▶ [Work task] Without including any pictures, copy each entry below exactly.

▶ [Exercise data]
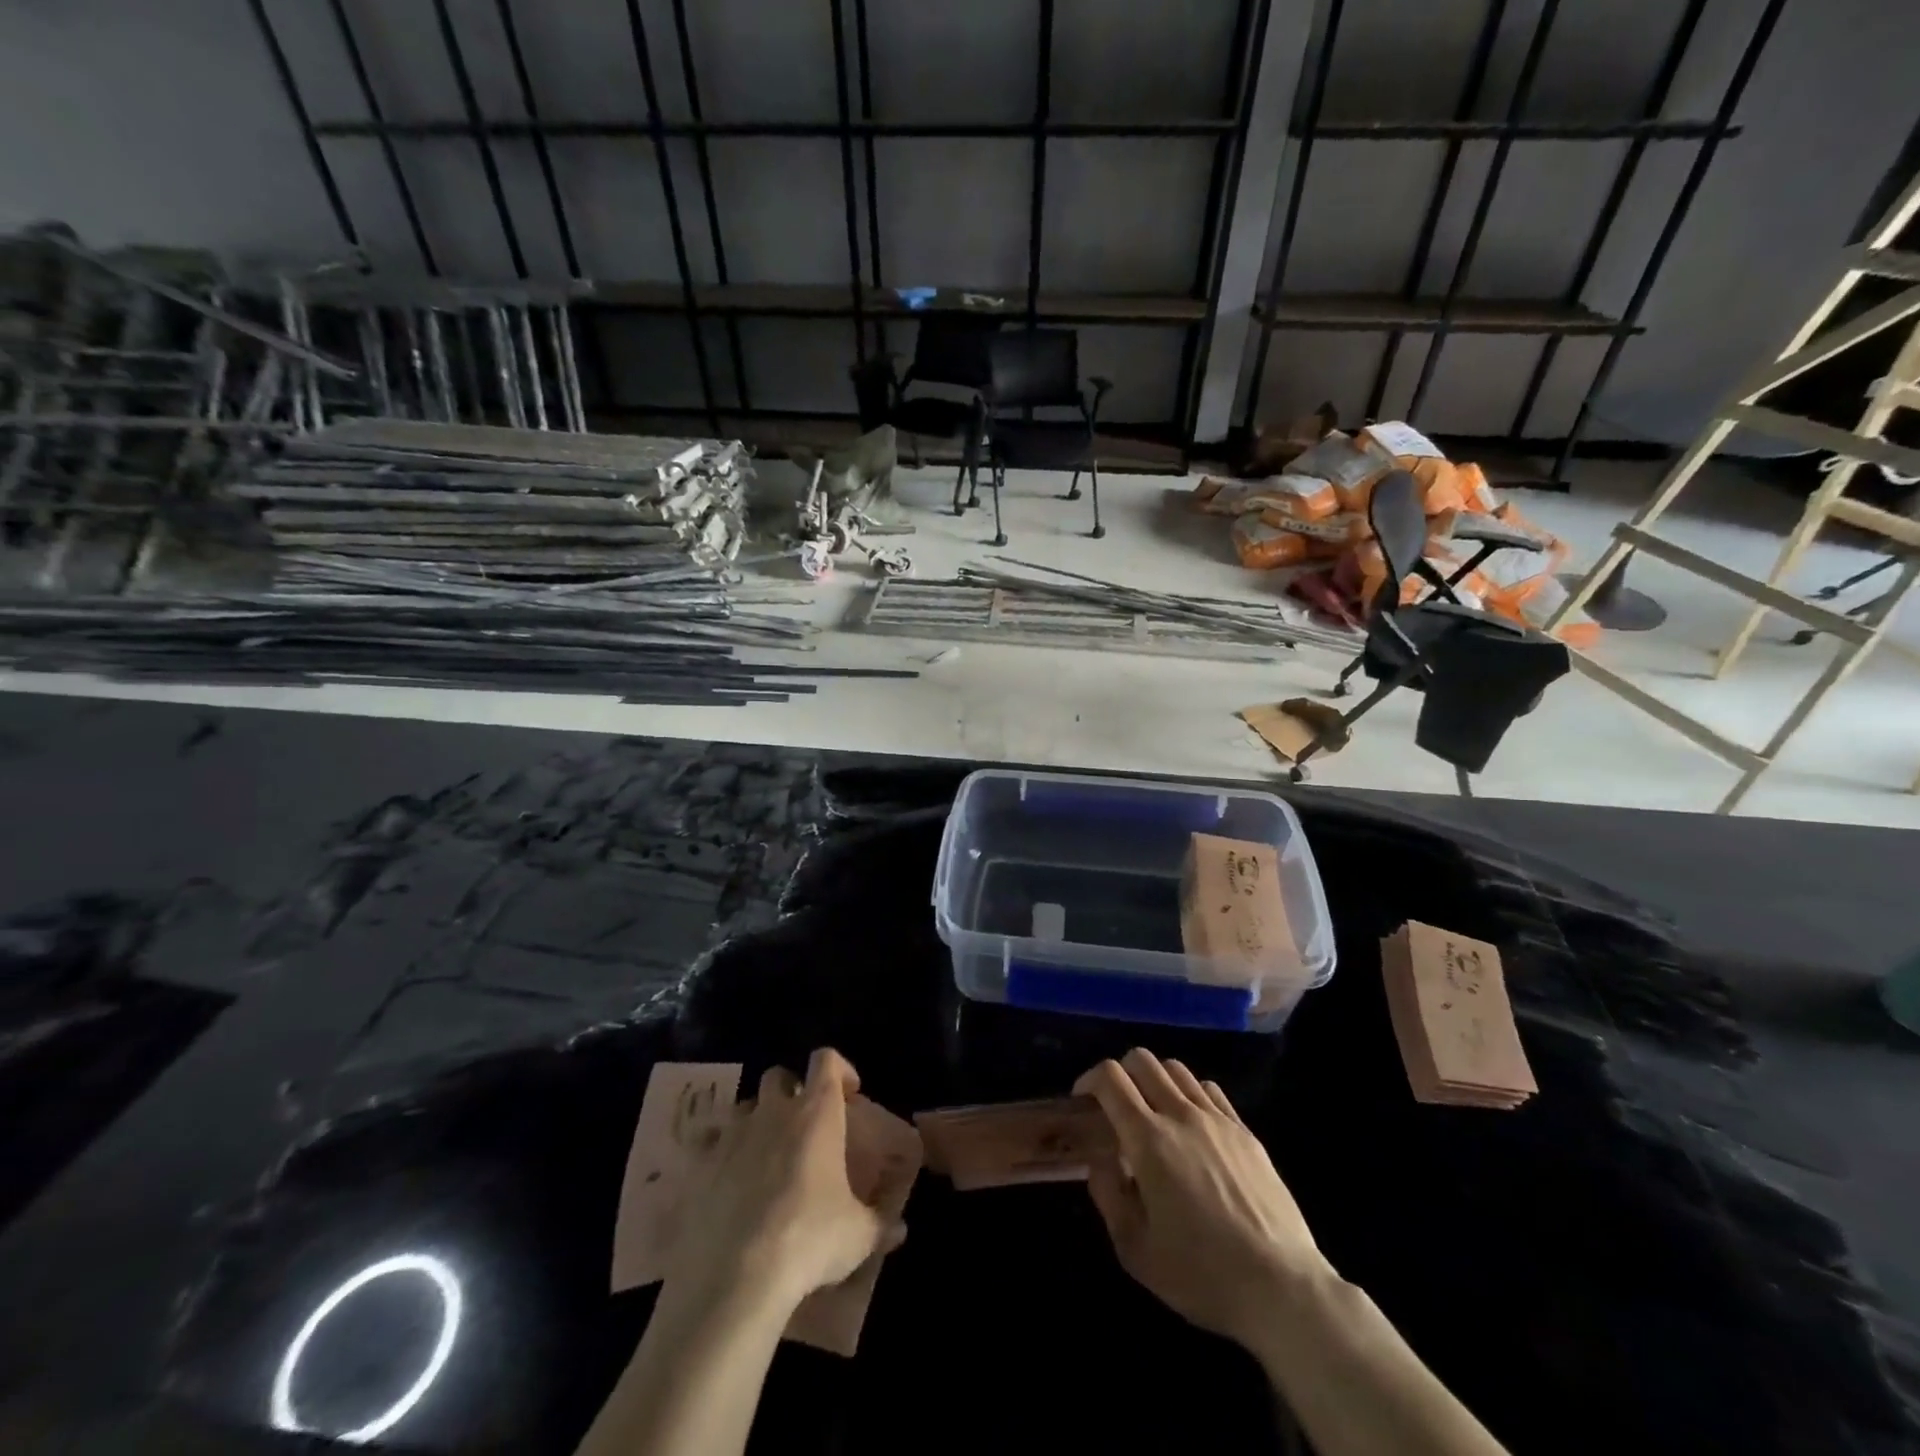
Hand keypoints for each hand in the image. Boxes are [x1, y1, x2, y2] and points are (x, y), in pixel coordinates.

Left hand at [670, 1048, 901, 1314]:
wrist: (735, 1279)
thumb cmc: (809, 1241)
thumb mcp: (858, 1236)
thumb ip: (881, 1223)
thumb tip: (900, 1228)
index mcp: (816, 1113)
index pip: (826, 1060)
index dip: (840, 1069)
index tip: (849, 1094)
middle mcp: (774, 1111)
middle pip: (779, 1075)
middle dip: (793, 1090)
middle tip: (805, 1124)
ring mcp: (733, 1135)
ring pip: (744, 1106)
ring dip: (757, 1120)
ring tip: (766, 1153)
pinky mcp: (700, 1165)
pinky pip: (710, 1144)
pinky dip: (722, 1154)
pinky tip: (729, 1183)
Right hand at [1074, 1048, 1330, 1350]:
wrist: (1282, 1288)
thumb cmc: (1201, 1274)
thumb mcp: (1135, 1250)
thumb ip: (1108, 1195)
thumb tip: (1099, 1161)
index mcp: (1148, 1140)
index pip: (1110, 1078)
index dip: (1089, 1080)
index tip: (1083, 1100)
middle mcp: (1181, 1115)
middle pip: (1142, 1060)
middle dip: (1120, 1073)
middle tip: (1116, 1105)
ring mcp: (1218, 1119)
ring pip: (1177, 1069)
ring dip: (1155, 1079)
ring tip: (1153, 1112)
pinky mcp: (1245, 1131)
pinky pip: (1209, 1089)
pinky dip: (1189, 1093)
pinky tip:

▶ [Answer]
Hand keypoints for each hand in the image. Boxes are [x1, y1, x2, y2] and points are (x, y), in pixel coordinates.

Left hand at [670, 1048, 901, 1314]:
wrist: (735, 1279)
thumb cmc: (809, 1241)
thumb mcp: (858, 1236)
thumb ip: (881, 1223)
thumb tip: (900, 1228)
index mcp: (816, 1113)
index pip: (826, 1060)
index dip: (840, 1069)
index tip: (849, 1094)
middle mcp: (774, 1111)
middle pip: (779, 1075)
middle dip: (793, 1090)
middle tip: (805, 1124)
ring mcp: (733, 1135)
ring pip: (744, 1106)
ring dip: (757, 1120)
ring tip: (766, 1153)
pinky mcp: (700, 1165)
pinky pip: (710, 1144)
pinky dip: (722, 1154)
pinky tip: (729, 1183)
Right hand at [1074, 1048, 1330, 1350]:
wrist: (1282, 1288)
thumb cmc: (1201, 1274)
thumb mcp: (1135, 1250)
thumb ip: (1108, 1195)
thumb tip: (1099, 1161)
index mcp: (1148, 1140)
index pip: (1110, 1078)
index dip: (1089, 1080)
index tip: (1083, 1100)
middle mcp: (1181, 1115)
middle pip: (1142, 1060)
middle dip: (1120, 1073)
middle tip: (1116, 1105)
ring mcp: (1218, 1119)
ring pip: (1177, 1069)
ring dip: (1155, 1079)
ring tip: (1153, 1112)
pinky mcp: (1245, 1131)
pinky pip: (1209, 1089)
pinky dip: (1189, 1093)
pinky tip:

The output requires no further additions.